Original Theatrical Poster for Valerie and Her Week of Wonders
One of the things that I have to say I’ve come to appreciate about Netflix, Hulu, Vudu, Amazon Instant, and what-have-you is that while inadvertently undercutting many independent theatres, they have also done a lot to increase the exposure of some long-forgotten cinematic gems. The duty of unearthing movies from the vaults of past decades previously fell to the independent film circuit. Unfortunately, rising print costs have made it increasingly difficult for such theatres to showcase anything that’s not going to draw some semblance of crowd.* On the other hand, because the stream-instant business model tends to favor lesser-known titles, which are both cheaper to license and screen for long runs, they’ve ended up with some of the titles that used to be the mainstays of independent Cineplexes (e.g. I can’t tell you how excited I was when I found Jim Jarmusch’s Dead Man on Netflix).
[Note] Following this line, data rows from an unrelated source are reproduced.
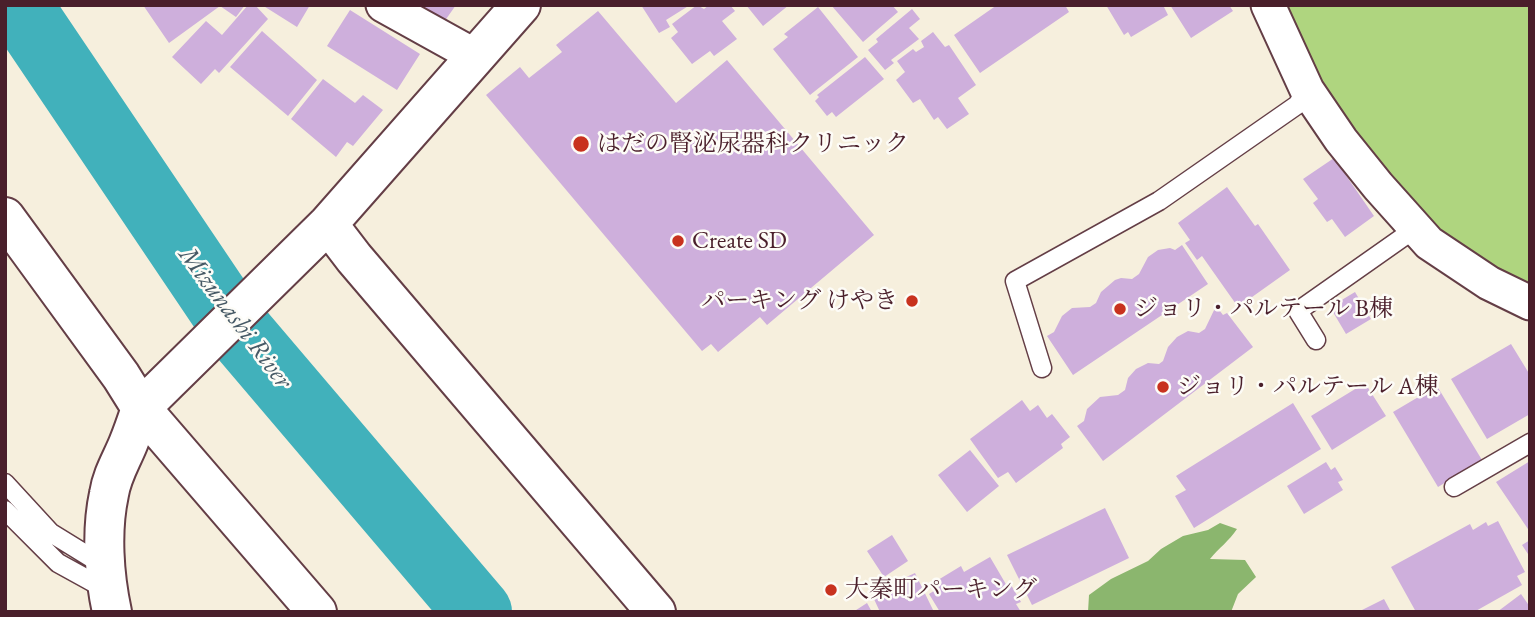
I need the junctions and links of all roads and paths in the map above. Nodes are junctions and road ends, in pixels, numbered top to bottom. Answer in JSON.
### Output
{"nodes":[{"id":1,"x":383,"y":5,"type":"edge"},
{"id":2,"x":521,"y":5,"type":"edge"},
{"id":3,"x":1268,"y":5,"type":"edge"},
{"id":4,"x":475,"y":56,"type":"junction"},
{"id":5,"x":1307,"y":90,"type":"junction"},
{"id":6,"x":5,"y":217,"type":"edge"},
{"id":7,"x":1416,"y":228,"type":"junction"},
{"id":8,"x":322,"y":231,"type":"junction"},
{"id":9,"x":1530,"y":303,"type":"edge"},
{"id":10,"x":1316,"y":340,"type":"dead end"},
{"id":11,"x":1042,"y":368,"type":"dead end"},
{"id":12,"x":146,"y":403,"type":"junction"},
{"id":13,"x":1530,"y":443,"type":"edge"},
{"id":14,"x":5,"y":483,"type":"edge"},
{"id":15,"x":1454,"y":487,"type":"dead end"},
{"id":16,"x":5,"y":510,"type":"edge"},
{"id":17,"x":108,"y":590,"type":"edge"},
{"id":18,"x":317,"y":612,"type":"edge"},
{"id":19,"x":656,"y":612,"type":"edge"}],
"edges":[{"from":1,"to":4,"type":"street"},
{"from":2,"to":4,"type":"street"},
{"from":3,"to":5,"type":"street"},
{"from":4,"to":8,"type":"street"},
{"from":5,"to":7,"type":"street"},
{"from":5,"to":11,"type":"lane"},
{"from":6,"to":12,"type":"street"},
{"from":7,"to":9,"type":"street"},
{"from":7,"to":10,"type":"lane"},
{"from":8,"to":12,"type":"street"},
{"from":8,"to":19,"type":"street"},
{"from":12,"to":17,"type":"street"},
{"from":12,"to":18,"type":"street"},
{"from":13,"to":15,"type":"lane"},
{"from":14,"to":17,"type":"lane"},
{"from":16,"to":17,"type":"lane"}]}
While I am in no way suggesting that Netflix, Hulu, Vudu, etc. have anything that rivals the collection of films we have here at Facets – not that they aspire to – they do occasionally turn up a good flick on an otherwise lackluster Tuesday night. That being said, they also showcase a lot of crap, so sometimes the ordeal of finding something to watch feels like thrift store shopping, where you have to wade through the mire before you find that golden egg that justifies the whole previously miserable shopping experience.However, Hulu’s recent partnering with the Criterion Collection has definitely made my late night browsing significantly easier. Moreover, ever since the Gene Siskel’s 35mm screening of Věra Chytilová’s Daisies, I’ve been on something of a Czech New Wave kick, so when I stumbled across Valerie and Her Week of Wonders by Jaromil Jireš on Hulu, I decided to give it a look.*
While I found the actual plot of the film so sparse, so insignificant, and so difficult to recapitulate so as to be almost entirely forgettable, the film itself is a surrealistic masterpiece worthy of Dali or Buñuel. Moreover, the film’s title, an homage to Alice and Wonderland, did a lot to reassure me that following events as they unfold is not essential to appreciating the spectacle of erotic vampirism, which serves as a backdrop for the psychological exploration of the nymphet of a protagonist’s post-menstrual sexual anxieties and yearnings.
What I found really wonderful about the film was its bizarre tone and genre-play. In this sense it’s comparable to the Japanese kitsch horror flick Hausu (House), which, if you haven’t seen, you really should. In the case of Valerie, the viewer is continually assaulted by scene after scene in which lecherous men pray on the prepubescent girl, Valerie, though, oddly enough, one never really feels a sense of anxiety, dread, or fear. I can’t explain why this is, but perhaps it has something to do with the fact that the villains in the film are so horrifying in appearance, though pathetic in demeanor, so as to render them entirely unthreatening.
Visually, the film’s cinematography is best characterized as a juxtaposition of extremes; a modern take on chiaroscuro. The feature also employs so much soft-focus, so as to call to mind the aesthetic of Sapphic soft-core pornography. This aesthetic mood, however, remains at odds with the striking costume design, evocative of some of the more dreary paintings by Edvard Munch. Moreover, sequences themselves are edited to be disorienting, making it difficult to follow the events as they unfold, not to mention parse out what is dream from what is reality. It’s as though the film strives to recreate what Freud describes as the “oceanic feeling” of childhood – when the ego feels a sense of oneness with its external surroundings – only to bring it under fire in the wake of Valerie’s sexual maturation.
Apparently, the only way I can seem to describe this movie is by way of Freud, so forgive me for that, but be sure to give it a view.
*Luckily, we have no shortage of theatres in Chicago that are committed to bringing you films you wouldn’t otherwise discover, so instead of turning to Hulu and Netflix to sate your appetite for quality independent cinema, you should go out and support your local independent theatre. If you need ideas, checkout our list on Foursquare and don’t forget to check-in wherever you decide to go!
**Ironically enough, the original DVD release of Valerie and Her Week of Wonders in the US was only possible thanks to Facets.